Deming Concept

W. Edwards Deming was considered to be way ahead of his time. His philosophical ideas were also considered radical in the United States during the 1950’s, but were quickly adopted by Japan. He developed what later became known as Deming’s 14 points, that would later launch the Total Quality Management Movement in the United States, which were not actually accepted until the 1980’s. One of his philosophies that I found interesting was Point #5: “Improve constantly and forever the system of production and service, to improve quality and productivity, and thus constantly decrease costs. This philosophy was foreign in the 1950’s, where managers’ philosophy was focused more on power and control. Deming’s concept leaned more towards a teacher/student relationship, instead of the power and control focus of his time. Humans are very resistant to change however, and that is why I feel this is an important concept that some companies still struggle with today. My employer for example, Lowe’s Distribution Center, has some managers that don’t like to change processes because “it is the way they like it to be done”.
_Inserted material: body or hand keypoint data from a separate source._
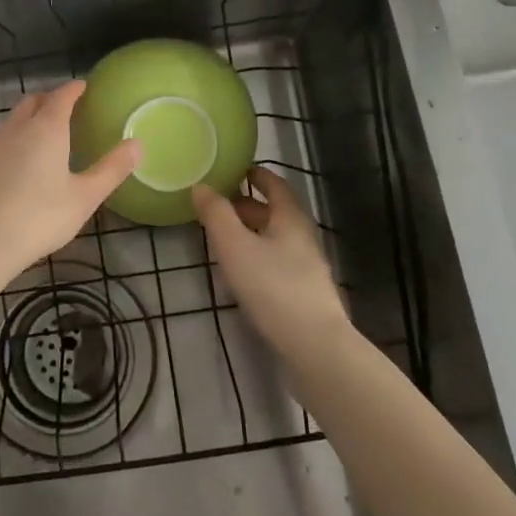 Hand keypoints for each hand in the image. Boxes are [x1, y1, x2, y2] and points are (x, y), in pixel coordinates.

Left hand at [0, 80, 140, 281]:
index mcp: (46, 129)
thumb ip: (112, 169)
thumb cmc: (39, 218)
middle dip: (50, 99)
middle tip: (66, 108)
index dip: (74, 89)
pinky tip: (16, 165)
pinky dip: (12, 142)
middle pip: (32, 102)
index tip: (84, 87)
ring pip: (11, 121)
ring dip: (28, 119)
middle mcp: (15, 128)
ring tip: (42, 135)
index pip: (61, 96)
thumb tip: (137, 144)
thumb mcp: (84, 197)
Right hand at [193, 167, 348, 357]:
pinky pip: (276, 262)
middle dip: (246, 205)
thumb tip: (201, 186)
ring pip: (274, 239)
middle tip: (216, 204)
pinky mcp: (303, 294)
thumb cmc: (273, 287)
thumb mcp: (235, 247)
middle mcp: (302, 237)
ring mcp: (306, 267)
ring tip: (220, 236)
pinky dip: (256, 256)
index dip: (256, 174)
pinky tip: (239, 272)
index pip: (275, 185)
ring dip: (249, 232)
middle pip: (274, 213)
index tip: (235, 168)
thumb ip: (216, 215)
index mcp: (291, 219)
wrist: (314, 346)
Deming’s philosophy involved a new focus, which involved management to constantly be looking for improvements that can be made in both their processes, and technology that would reduce cost. Our computer system that controls every function in our facility is about 22 years old, and is outdated to the point where it has employees repeat steps to convince the computer system the task has been completed. Inefficient methods lead to higher cost. Higher costs in turn seem to add to our society’s need for power and control, resulting in increased pressure on team members to make up for the inefficiencies of the system.
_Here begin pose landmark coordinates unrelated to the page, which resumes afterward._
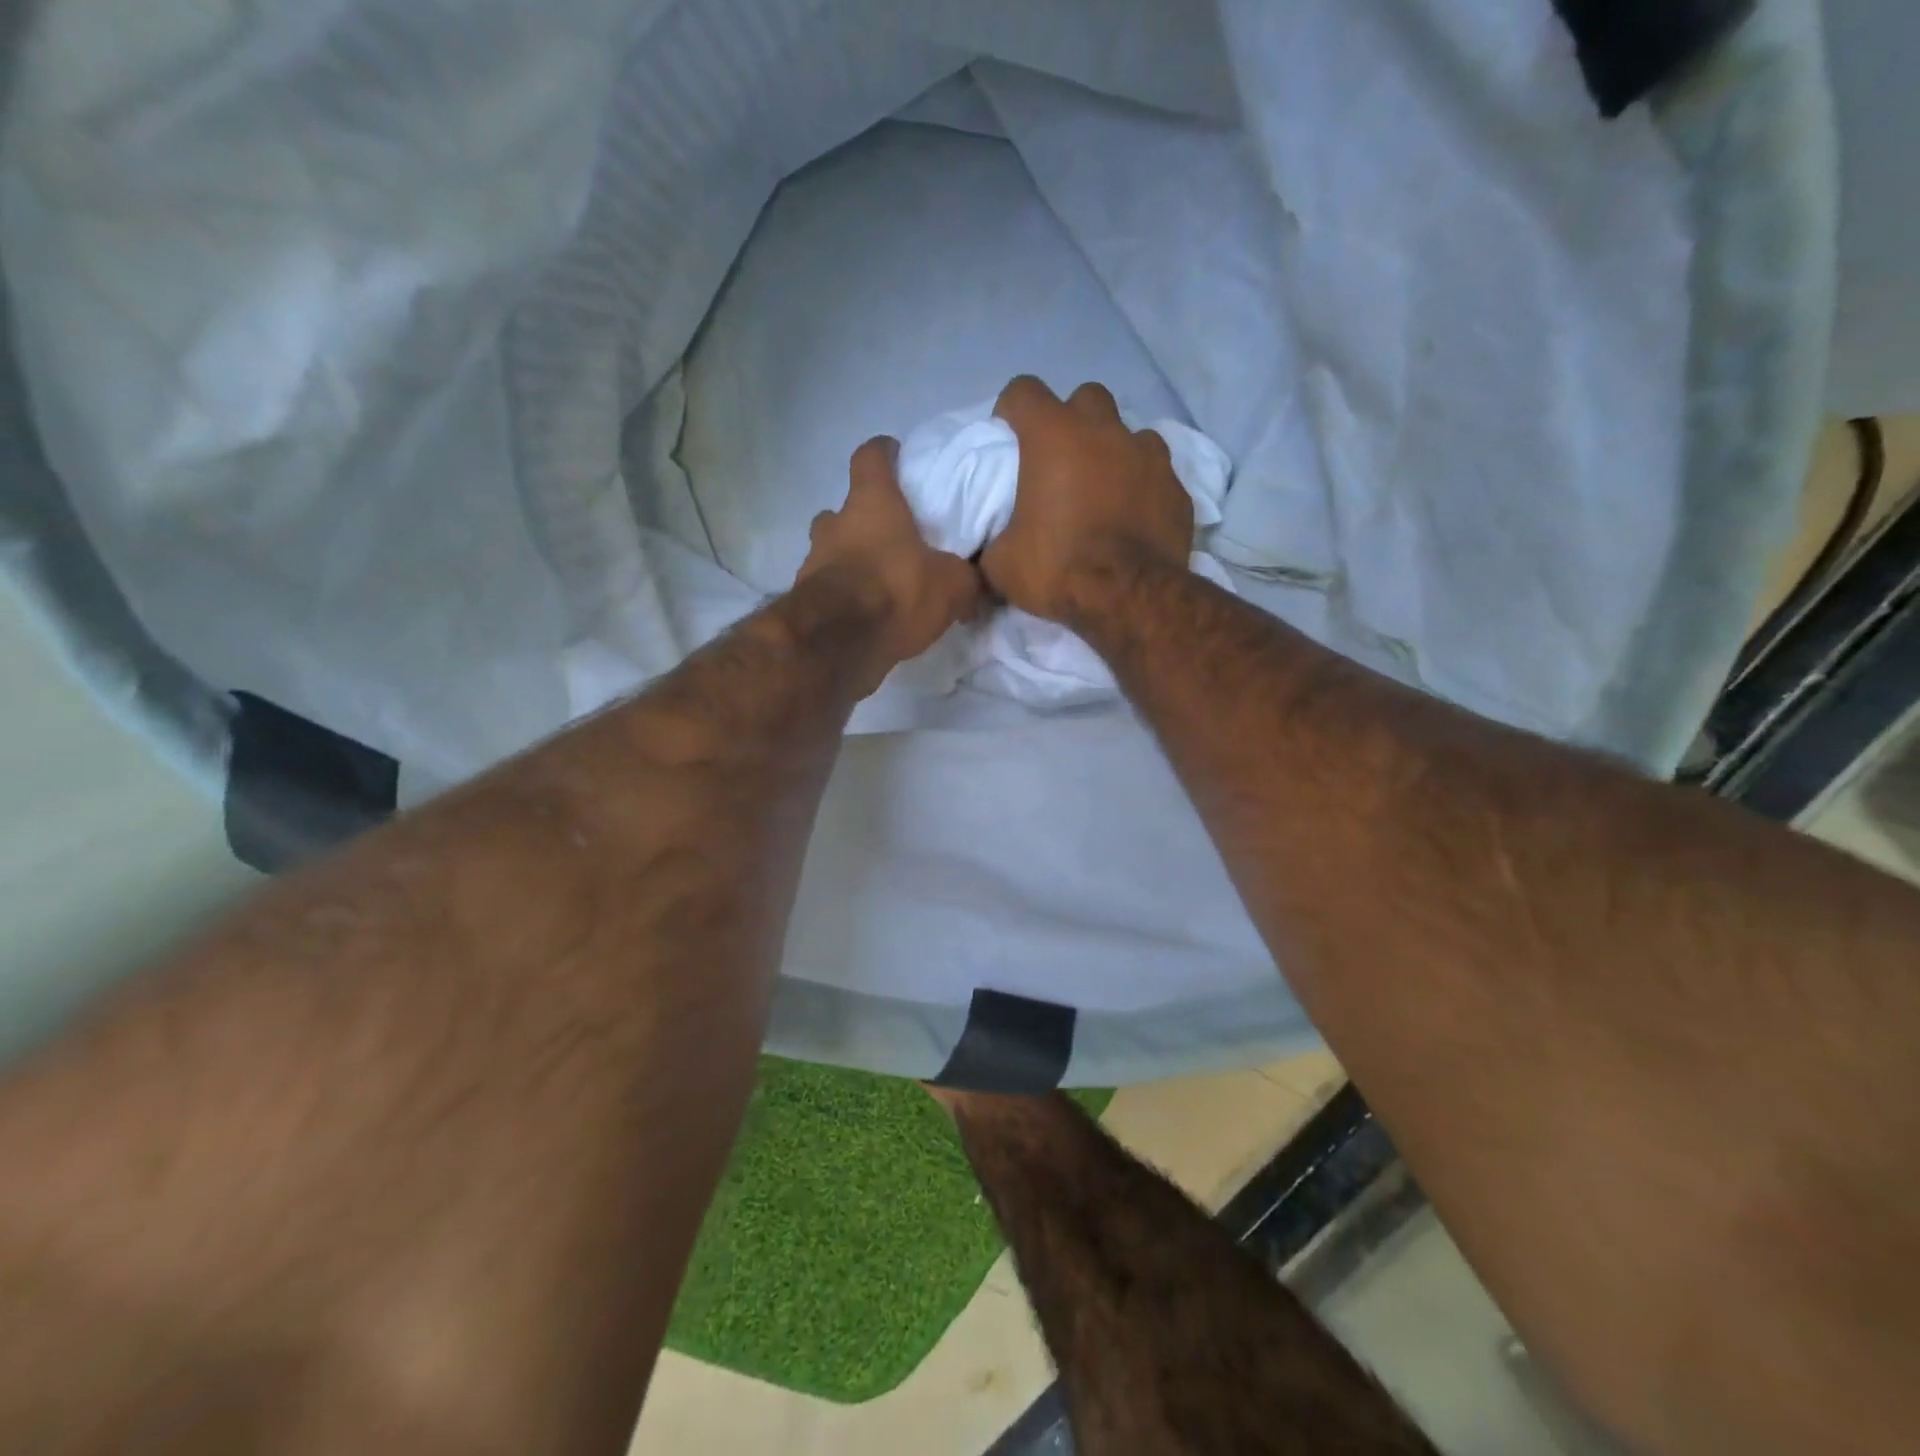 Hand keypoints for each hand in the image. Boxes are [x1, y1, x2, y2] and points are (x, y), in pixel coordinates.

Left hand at [797, 436, 983, 688]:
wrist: (839, 642)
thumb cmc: (896, 591)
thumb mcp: (952, 584)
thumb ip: (967, 577)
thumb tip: (978, 582)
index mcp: (871, 503)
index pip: (870, 456)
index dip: (884, 453)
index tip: (897, 457)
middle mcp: (835, 524)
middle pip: (844, 509)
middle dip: (865, 521)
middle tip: (892, 539)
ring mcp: (813, 561)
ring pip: (832, 550)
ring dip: (852, 561)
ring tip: (880, 583)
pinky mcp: (805, 599)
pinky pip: (828, 588)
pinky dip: (844, 596)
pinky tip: (867, 615)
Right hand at [982, 377, 1194, 623]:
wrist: (1128, 599)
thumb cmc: (1057, 569)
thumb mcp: (1001, 565)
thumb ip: (990, 544)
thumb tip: (984, 553)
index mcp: (1053, 436)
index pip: (1024, 391)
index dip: (1012, 410)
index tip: (1008, 439)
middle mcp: (1104, 431)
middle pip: (1085, 398)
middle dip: (1071, 420)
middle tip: (1060, 461)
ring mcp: (1149, 456)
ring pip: (1129, 432)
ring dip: (1113, 451)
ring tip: (1103, 488)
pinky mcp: (1178, 488)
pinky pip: (1157, 474)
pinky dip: (1143, 487)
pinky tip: (1134, 516)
At this point, team members than reduce quality to meet increased expectations, resulting in decreased customer satisfaction. The long-term result involves lower profit margin and decreased sales, which all could have been avoided if Deming’s points were followed in the first place, by replacing or updating the equipment. Deming’s philosophy also referred to the service industry. If improvements were made to meet the expectations of customers, than overall costs would be decreased. This is commonly still seen today with new technology being put on the market, only to be recalled later when it is tested and announced to be “unsafe. For example, the recall of the Toyota model Prius, which was found to have quality issues with the clips that hold the floor mats in place. If the clips came loose, the mats could slide and hold down the accelerator, which risked causing an accident. This recall was estimated to cost Toyota around two billion dollars, as well as a loss of $100,000 in sales in both the U. S. and Europe. Imagine if Toyota had invested more in the quality side of producing the clips, and the savings that would have came with it.

Deming’s philosophies triggered the Total Quality Management movement in the 1980’s. Beforehand, factories focused solely on productions numbers, without even taking quality into consideration. I can see why Deming’s ideas weren’t accepted at first, if you think back to how things probably were in the 1950’s. Not to mention the increased costs that comes with higher quality. For example, a shoe factory probably only had two options for shoes, black or white. Now we have a large selection of brands to choose from, each representing a different level of quality.
With the focus now being on quality, businesses can provide a higher level of customer satisfaction, bringing different levels of quality to meet their customer’s budget, as well as expectations. Having strict levels of quality guidelines in the service industry, especially in fast food, customers are more reassured that they are consuming food that is safe, and has met requirements set by health inspectors. Deming’s philosophies have also made our business processes more efficient. Businesses today focus on the future, and predict possible changes they would need to adopt to survive.
Technology is constantly changing, and is also bringing a higher level of quality to both manufacturing and service industries. In conclusion, I think Deming’s philosophies are vital today to businesses survival. For a business to get ahead of the competition, they need to not only be efficient, but also possess a certain level of accepted quality by consumers. Quality continues to improve as new technology emerges on the market, and processes are continually evaluated. Any business would benefit by following Deming’s 14 points.